La guerre injuste et préfabriquée en Irak justifiant le prétendu choc des civilisations est considérée par certains comme une guerre confessionnelle. Un amalgame entretenu dont les premiers à souffrir sont les irakiens musulmans sunnites et chiites ainsi que les chrétiens.
Le conflit israélo palestinien, blessure ouverte depuis plus de soixante ans, une honte pour les responsables politiques du monde de quelque religion qu'ils soient. Et tant que justice ne sera pas faite à ce peuple martyre, le monde ne pourra trouver la paix et l'entente.
L'Afghanistan, la Tchétchénie etc.... tous ces conflits perturbent et découragent le dialogue. Mais pourtant, sans dialogue il n'y aura nulle paix entre les hommes, il est un défi majeur pour l'avenir.
Un engagement personnel et collectif est nécessaire pour répondre aux maux et aux souffrances d'une grande part de l'humanité. Il est un style, une façon de vivre, une attitude de l'esprit qui accueille et respecte l'autre dans sa dignité, son identité, son expression propre et les valeurs spirituelles et religieuses auxquelles il est rattaché.

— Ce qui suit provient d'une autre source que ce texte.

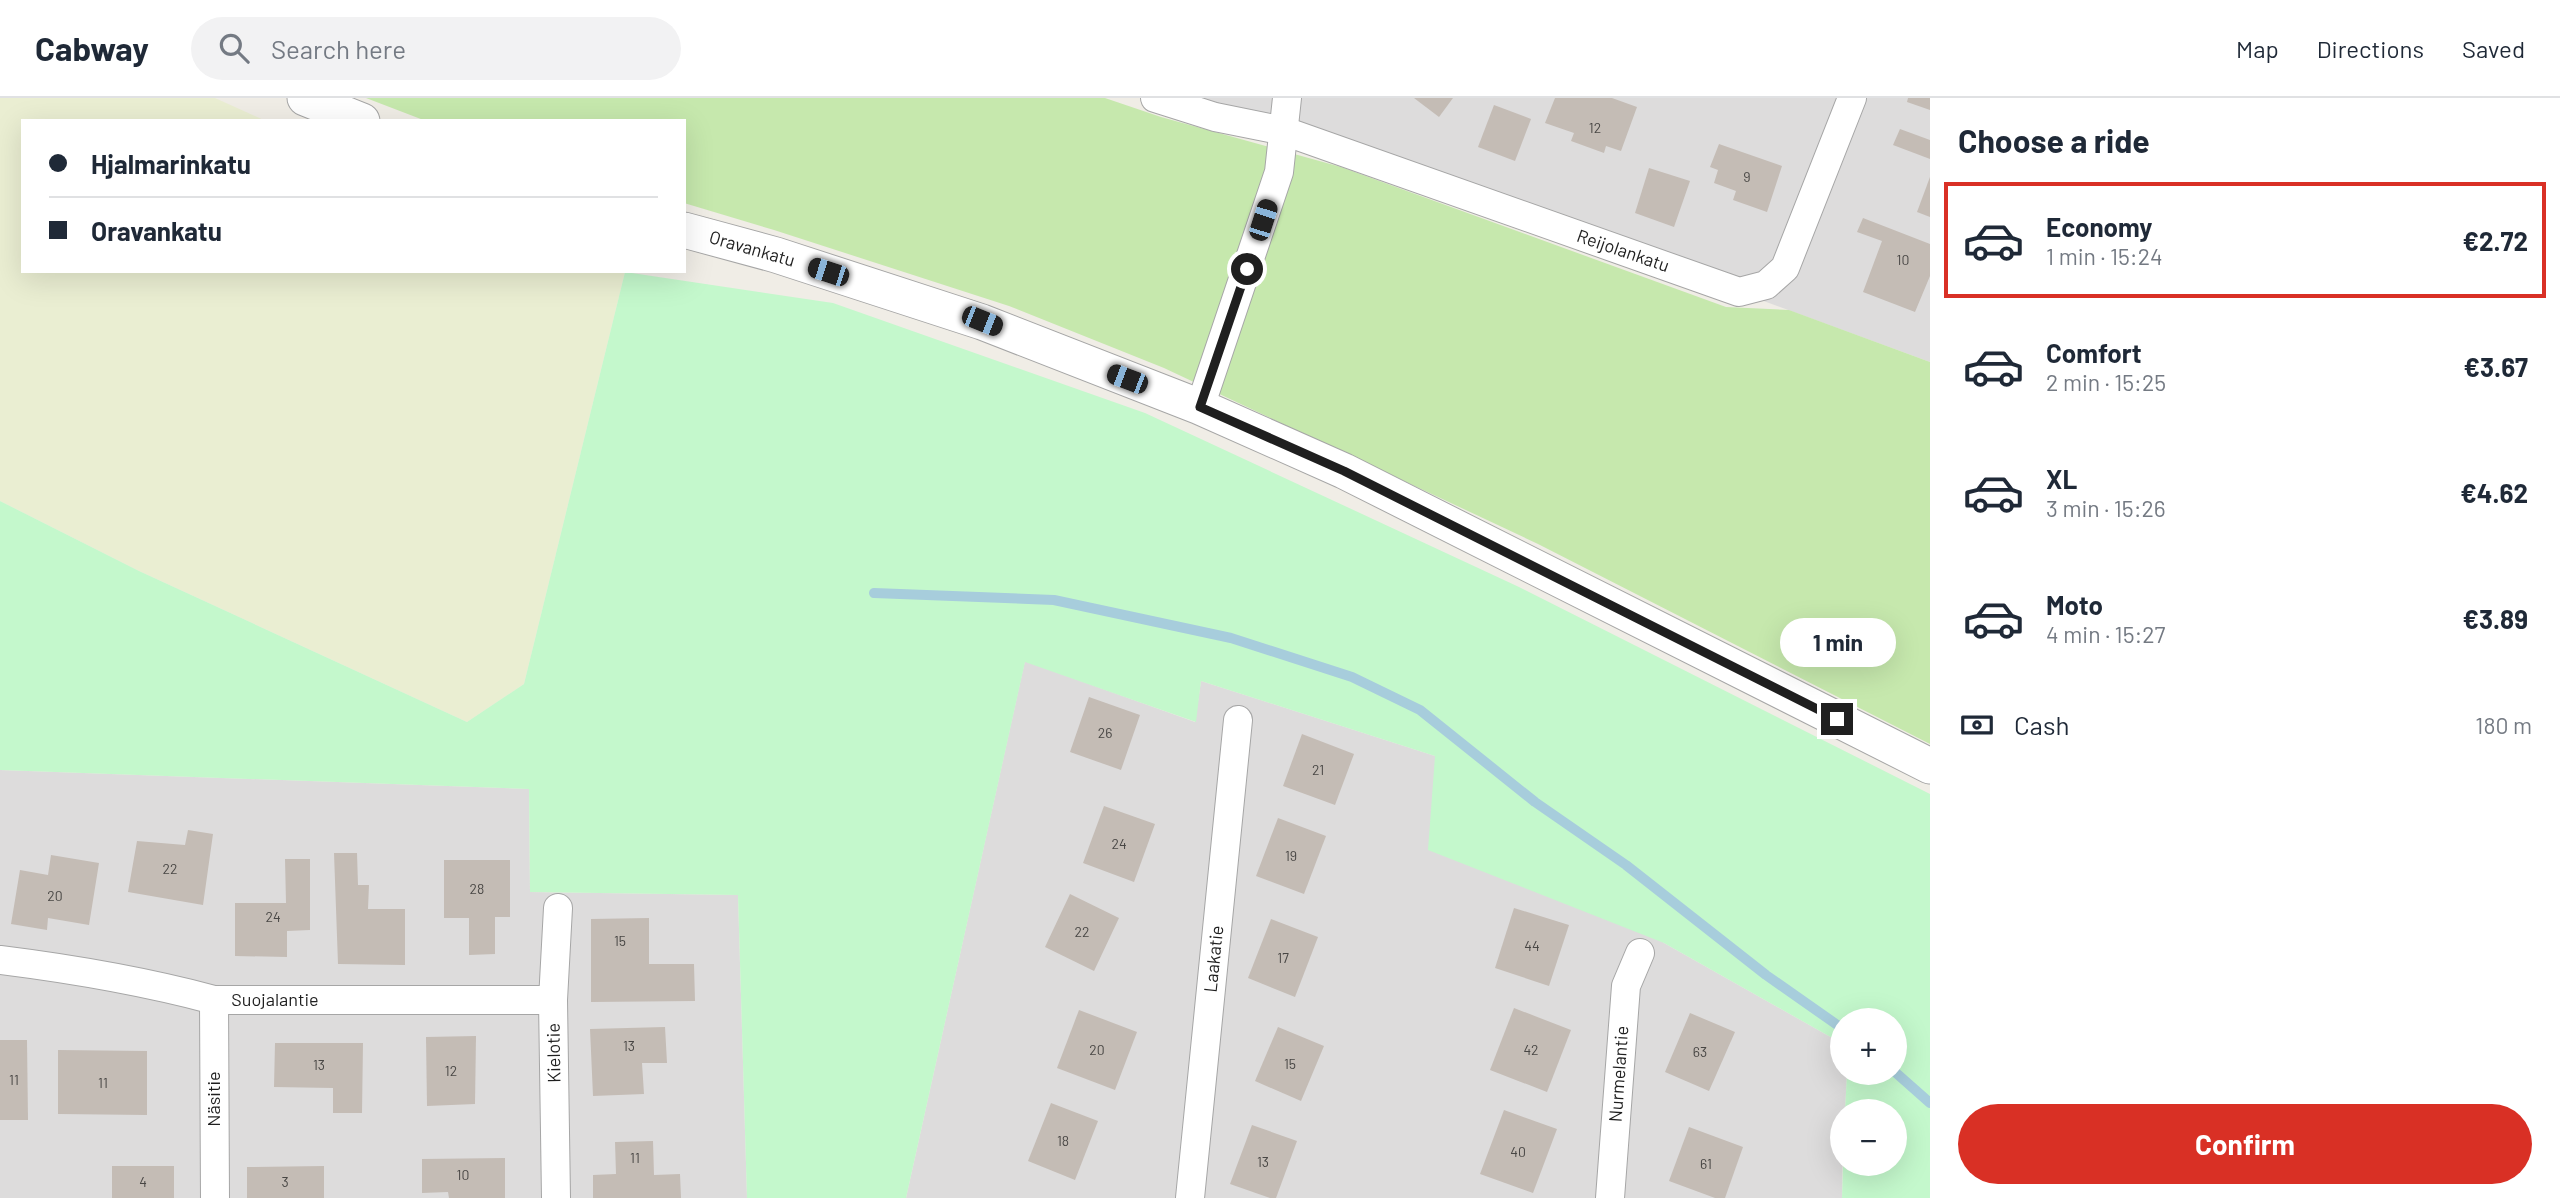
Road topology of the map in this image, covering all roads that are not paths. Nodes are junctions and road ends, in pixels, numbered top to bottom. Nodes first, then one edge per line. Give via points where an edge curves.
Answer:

Il est un comportement au quotidien qui nous oblige à corriger, à freiner nos ardeurs, à remettre en cause nos préjugés, nos stéréotypes et nos jugements en porte à faux sur nos semblables. Il nous apprend à nourrir notre conscience dans le sens de la fraternité humaine, de la découverte de l'autre et de soi-même car l'autre est notre miroir qui reflète nos qualités et nos défauts. Il nous interroge enfin sur la réalité de notre propre humanité et du vécu de notre intériorité. Quelle place, quel sens donnons-nous au message religieux dont nous nous proclamons ? Quelle générosité, quel amour sommes-nous capable de partager avec notre prochain ? Un sage a dit : « beaucoup d'entre nous quittent la vie sans avoir créé, aucun ne meurt sans avoir détruit ». Faisons le bilan honnêtement de notre vie pour voir quelle action créatrice porteuse d'espérance nous avons été capables de réaliser et de transmettre après notre mort.